> **Task prompt**
Exactly as written, set down every entry once more.

Top of Data supplied

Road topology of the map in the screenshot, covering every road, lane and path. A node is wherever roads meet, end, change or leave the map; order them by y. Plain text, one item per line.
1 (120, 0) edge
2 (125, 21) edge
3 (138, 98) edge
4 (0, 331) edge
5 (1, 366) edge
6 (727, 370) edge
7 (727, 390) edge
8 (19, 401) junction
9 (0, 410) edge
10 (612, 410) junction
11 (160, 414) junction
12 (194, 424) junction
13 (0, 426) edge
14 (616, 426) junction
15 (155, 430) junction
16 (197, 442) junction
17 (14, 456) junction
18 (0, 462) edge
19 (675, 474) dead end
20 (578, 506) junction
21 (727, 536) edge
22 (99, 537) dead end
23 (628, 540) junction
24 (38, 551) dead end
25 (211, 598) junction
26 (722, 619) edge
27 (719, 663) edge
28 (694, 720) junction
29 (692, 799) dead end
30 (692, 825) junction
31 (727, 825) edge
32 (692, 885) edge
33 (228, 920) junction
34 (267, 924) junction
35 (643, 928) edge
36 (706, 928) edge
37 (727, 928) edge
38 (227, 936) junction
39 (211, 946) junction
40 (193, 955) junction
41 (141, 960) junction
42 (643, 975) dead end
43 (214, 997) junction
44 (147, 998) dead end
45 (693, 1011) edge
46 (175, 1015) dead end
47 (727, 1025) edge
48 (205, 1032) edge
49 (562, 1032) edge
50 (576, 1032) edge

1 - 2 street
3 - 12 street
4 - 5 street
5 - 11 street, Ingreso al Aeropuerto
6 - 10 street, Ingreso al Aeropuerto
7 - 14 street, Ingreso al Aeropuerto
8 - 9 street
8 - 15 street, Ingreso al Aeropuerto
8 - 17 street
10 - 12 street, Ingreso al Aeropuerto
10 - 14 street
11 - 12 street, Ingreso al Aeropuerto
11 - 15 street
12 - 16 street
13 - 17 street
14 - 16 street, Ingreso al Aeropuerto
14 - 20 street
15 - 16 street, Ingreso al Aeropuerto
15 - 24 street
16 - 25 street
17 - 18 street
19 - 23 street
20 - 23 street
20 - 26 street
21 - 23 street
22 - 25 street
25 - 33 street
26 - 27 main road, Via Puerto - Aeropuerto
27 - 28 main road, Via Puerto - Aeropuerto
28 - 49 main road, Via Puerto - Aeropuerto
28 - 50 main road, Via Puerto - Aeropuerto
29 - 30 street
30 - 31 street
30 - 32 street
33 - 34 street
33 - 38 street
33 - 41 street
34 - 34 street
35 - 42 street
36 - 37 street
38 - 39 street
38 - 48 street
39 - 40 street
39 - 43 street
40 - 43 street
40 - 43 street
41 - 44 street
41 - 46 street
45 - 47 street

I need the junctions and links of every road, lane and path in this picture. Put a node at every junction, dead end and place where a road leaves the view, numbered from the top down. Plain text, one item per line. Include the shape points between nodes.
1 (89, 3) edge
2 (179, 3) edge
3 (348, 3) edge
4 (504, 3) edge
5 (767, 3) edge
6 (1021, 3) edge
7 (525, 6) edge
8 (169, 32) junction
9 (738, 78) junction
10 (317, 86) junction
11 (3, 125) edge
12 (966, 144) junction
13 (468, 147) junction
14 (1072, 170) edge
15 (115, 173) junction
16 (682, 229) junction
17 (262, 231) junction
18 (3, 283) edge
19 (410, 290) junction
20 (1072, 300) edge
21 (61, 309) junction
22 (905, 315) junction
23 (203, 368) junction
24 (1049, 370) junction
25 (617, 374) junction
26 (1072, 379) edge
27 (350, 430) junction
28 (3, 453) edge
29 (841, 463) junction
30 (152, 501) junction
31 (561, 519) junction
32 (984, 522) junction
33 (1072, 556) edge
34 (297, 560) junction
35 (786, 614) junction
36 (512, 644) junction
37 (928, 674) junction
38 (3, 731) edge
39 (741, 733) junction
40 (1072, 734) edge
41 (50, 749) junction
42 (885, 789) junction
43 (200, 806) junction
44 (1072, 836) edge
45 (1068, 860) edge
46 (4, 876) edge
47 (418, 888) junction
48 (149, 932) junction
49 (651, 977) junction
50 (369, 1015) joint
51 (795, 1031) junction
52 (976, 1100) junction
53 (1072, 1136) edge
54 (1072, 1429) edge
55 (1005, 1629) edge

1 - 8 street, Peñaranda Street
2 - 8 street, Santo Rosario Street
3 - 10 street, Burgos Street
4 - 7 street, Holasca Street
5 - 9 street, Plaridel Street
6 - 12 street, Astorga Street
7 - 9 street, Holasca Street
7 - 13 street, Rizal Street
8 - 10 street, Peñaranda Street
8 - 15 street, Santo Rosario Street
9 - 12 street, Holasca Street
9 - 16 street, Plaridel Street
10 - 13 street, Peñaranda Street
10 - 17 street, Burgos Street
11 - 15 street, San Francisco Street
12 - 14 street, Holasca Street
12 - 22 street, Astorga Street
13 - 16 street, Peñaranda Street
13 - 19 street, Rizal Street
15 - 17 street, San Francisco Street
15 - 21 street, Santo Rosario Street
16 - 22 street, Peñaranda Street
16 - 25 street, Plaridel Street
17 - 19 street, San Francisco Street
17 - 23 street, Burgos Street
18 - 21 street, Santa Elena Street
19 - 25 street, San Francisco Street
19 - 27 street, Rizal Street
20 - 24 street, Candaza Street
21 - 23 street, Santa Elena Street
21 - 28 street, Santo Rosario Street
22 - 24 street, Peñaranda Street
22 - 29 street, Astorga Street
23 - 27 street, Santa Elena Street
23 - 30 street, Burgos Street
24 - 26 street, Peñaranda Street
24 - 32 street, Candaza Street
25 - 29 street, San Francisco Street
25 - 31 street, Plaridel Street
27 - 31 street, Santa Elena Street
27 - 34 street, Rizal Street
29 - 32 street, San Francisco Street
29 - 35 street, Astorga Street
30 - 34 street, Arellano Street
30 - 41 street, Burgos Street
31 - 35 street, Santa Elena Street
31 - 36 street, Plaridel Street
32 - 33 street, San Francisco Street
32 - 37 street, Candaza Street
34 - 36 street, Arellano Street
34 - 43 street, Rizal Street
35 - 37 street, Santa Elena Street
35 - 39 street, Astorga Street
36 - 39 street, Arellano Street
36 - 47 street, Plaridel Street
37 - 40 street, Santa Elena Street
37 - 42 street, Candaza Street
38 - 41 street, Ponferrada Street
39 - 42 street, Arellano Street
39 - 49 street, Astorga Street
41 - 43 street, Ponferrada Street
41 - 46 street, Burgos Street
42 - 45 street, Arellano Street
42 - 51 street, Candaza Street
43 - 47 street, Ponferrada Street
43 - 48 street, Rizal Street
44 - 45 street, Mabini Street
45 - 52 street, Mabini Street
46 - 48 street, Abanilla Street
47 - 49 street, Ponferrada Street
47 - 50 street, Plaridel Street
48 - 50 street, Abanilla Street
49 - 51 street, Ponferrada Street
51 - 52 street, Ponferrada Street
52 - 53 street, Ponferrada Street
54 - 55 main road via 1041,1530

Bottom of Data supplied

> **Solution to this task**
Road topology of the map in the screenshot, covering every road, lane and path. A node is wherever roads meet, end, change or leave the map; order them by y. Plain text, one item per line.
1 (120, 0) edge
2 (125, 21) edge
3 (138, 98) edge
4 (0, 331) edge
5 (1, 366) edge
6 (727, 370) edge
7 (727, 390) edge
8 (19, 401) junction
9 (0, 410) edge
10 (612, 410) junction
11 (160, 414) junction
12 (194, 424) junction
13 (0, 426) edge
14 (616, 426) junction
15 (155, 430) junction
16 (197, 442) junction
17 (14, 456) junction
18 (0, 462) edge
19 (675, 474) dead end
20 (578, 506) junction
21 (727, 536) edge
22 (99, 537) dead end
23 (628, 540) junction
24 (38, 551) dead end
25 (211, 598) junction
26 (722, 619) edge
27 (719, 663) edge
28 (694, 720) junction
29 (692, 799) dead end
30 (692, 825) junction
31 (727, 825) edge
32 (692, 885) edge
33 (228, 920) junction
34 (267, 924) junction
35 (643, 928) edge
36 (706, 928) edge
37 (727, 928) edge
38 (227, 936) junction
39 (211, 946) junction
40 (193, 955) junction
41 (141, 960) junction
42 (643, 975) dead end
43 (214, 997) junction
44 (147, 998) dead end
45 (693, 1011) edge
46 (175, 1015) dead end
47 (727, 1025) edge
48 (205, 1032) edge
49 (562, 1032) edge
50 (576, 1032) edge

1 - 2 street
3 - 12 street
4 - 5 street
5 - 11 street, Ingreso al Aeropuerto
6 - 10 street, Ingreso al Aeropuerto
7 - 14 street, Ingreso al Aeropuerto
8 - 9 street
8 - 15 street, Ingreso al Aeropuerto
8 - 17 street
10 - 12 street, Ingreso al Aeropuerto
10 - 14 street
11 - 12 street, Ingreso al Aeropuerto
11 - 15 street
12 - 16 street
13 - 17 street
14 - 16 street, Ingreso al Aeropuerto
14 - 20 street
15 - 16 street, Ingreso al Aeropuerto
15 - 24 street
16 - 25 street
17 - 18 street
19 - 23 street
20 - 23 street
20 - 26 street
21 - 23 street
22 - 25 street
25 - 33 street
26 - 27 main road, Via Puerto - Aeropuerto
27 - 28 main road, Via Puerto - Aeropuerto
28 - 49 main road, Via Puerto - Aeropuerto
28 - 50 main road, Via Puerto - Aeropuerto
29 - 30 street
30 - 31 street
30 - 32 street
33 - 34 street
33 - 38 street
33 - 41 street
34 - 34 street
35 - 42 street
36 - 37 street
38 - 39 street
38 - 48 street
39 - 40 street
39 - 43 street
40 - 43 street
40 - 43 street
41 - 44 street
41 - 46 street
45 - 47 street

I need the junctions and links of every road, lane and path in this picture. Put a node at every junction, dead end and place where a road leaves the view, numbered from the top down. Plain text, one item per line. Include the shape points between nodes.
1 (89, 3) edge
2 (179, 3) edge
3 (348, 3) edge
4 (504, 3) edge
5 (767, 3) edge
6 (1021, 3) edge
7 (525, 6) edge
8 (169, 32) junction
9 (738, 78) junction
10 (317, 86) junction
11 (3, 125) edge
12 (966, 144) junction
13 (468, 147) junction
14 (1072, 170) edge
15 (115, 173) junction
16 (682, 229) junction
17 (262, 231) junction
18 (3, 283) edge
19 (410, 290) junction
20 (1072, 300) edge
21 (61, 309) junction
22 (905, 315) junction
23 (203, 368) junction
24 (1049, 370) junction
25 (617, 374) junction
26 (1072, 379) edge
27 (350, 430) junction
28 (3, 453) edge
29 (841, 463) junction
30 (152, 501) junction
31 (561, 519) junction
32 (984, 522) junction
33 (1072, 556) edge
34 (297, 560) junction
35 (786, 614) junction
36 (512, 644) junction
37 (928, 674) junction
38 (3, 731) edge
39 (741, 733) junction
40 (1072, 734) edge
41 (50, 749) junction
42 (885, 789) junction
43 (200, 806) junction
44 (1072, 836) edge
45 (1068, 860) edge
46 (4, 876) edge
47 (418, 888) junction
48 (149, 932) junction
49 (651, 977) junction
50 (369, 1015) joint
51 (795, 1031) junction
52 (976, 1100) junction
53 (1072, 1136) edge
54 (1072, 1429) edge
55 (1005, 1629) edge

1 - 8 street, Peñaranda Street
2 - 8 street, Santo Rosario Street
3 - 10 street, Burgos Street
4 - 7 street, Holasca Street
5 - 9 street, Plaridel Street
6 - 12 street, Astorga Street
7 - 9 street, Holasca Street
7 - 13 street, Rizal Street
8 - 10 street, Peñaranda Street
8 - 15 street, Santo Rosario Street
9 - 12 street, Holasca Street
9 - 16 street, Plaridel Street
10 - 13 street, Peñaranda Street
10 - 17 street, Burgos Street
11 - 15 street, San Francisco Street
12 - 14 street, Holasca Street
12 - 22 street, Astorga Street
13 - 16 street, Peñaranda Street
13 - 19 street, Rizal Street
15 - 17 street, San Francisco Street
15 - 21 street, Santo Rosario Street
16 - 22 street, Peñaranda Street
16 - 25 street, Plaridel Street
17 - 19 street, San Francisco Street
17 - 23 street, Burgos Street
18 - 21 street, Santa Elena Street
19 - 25 street, San Francisco Street
19 - 27 street, Rizal Street
20 - 24 street, Candaza Street
21 - 23 street, Santa Elena Street
21 - 28 street, Santo Rosario Street
22 - 24 street, Peñaranda Street
22 - 29 street, Astorga Street
23 - 27 street, Santa Elena Street
23 - 30 street, Burgos Street
24 - 26 street, Peñaranda Street
24 - 32 street, Candaza Street
25 - 29 street, San Francisco Street
25 - 31 street, Plaridel Street
27 - 31 street, Santa Elena Street
27 - 34 street, Rizal Street
29 - 32 street, San Francisco Street
29 - 35 street, Astorga Street
30 - 34 street, Arellano Street
30 - 41 street, Burgos Street
31 - 35 street, Santa Elena Street
31 - 36 street, Plaridel Street
32 - 33 street, San Francisco Street
32 - 37 street, Candaza Street
34 - 36 street, Arellano Street
34 - 43 street, Rizal Street
35 - 37 street, Santa Elena Street
35 - 39 street, Astorga Street
36 - 39 street, Arellano Street
36 - 47 street, Plaridel Street
37 - 40 street, Santa Elena Street
37 - 42 street, Candaza Street
38 - 41 street, Ponferrada Street
39 - 42 street, Arellano Street
39 - 49 street, Astorga Street
41 - 43 street, Ponferrada Street
41 - 46 street, Burgos Street
42 - 45 street, Arellano Street
42 - 51 street, Candaza Street
43 - 47 street, Ponferrada Street
43 - 48 street, Rizal Street
44 - 45 street, Mabini Street
45 - 52 street, Mabini Street
46 - 48 street, Abanilla Street
47 - 49 street, Ponferrada Street
47 - 50 street, Plaridel Street
48 - 50 street, Abanilla Street
49 - 51 street, Ponferrada Street
51 - 52 street, Ponferrada Street
52 - 53 street, Ponferrada Street
54 - 55 main road via 1041,1530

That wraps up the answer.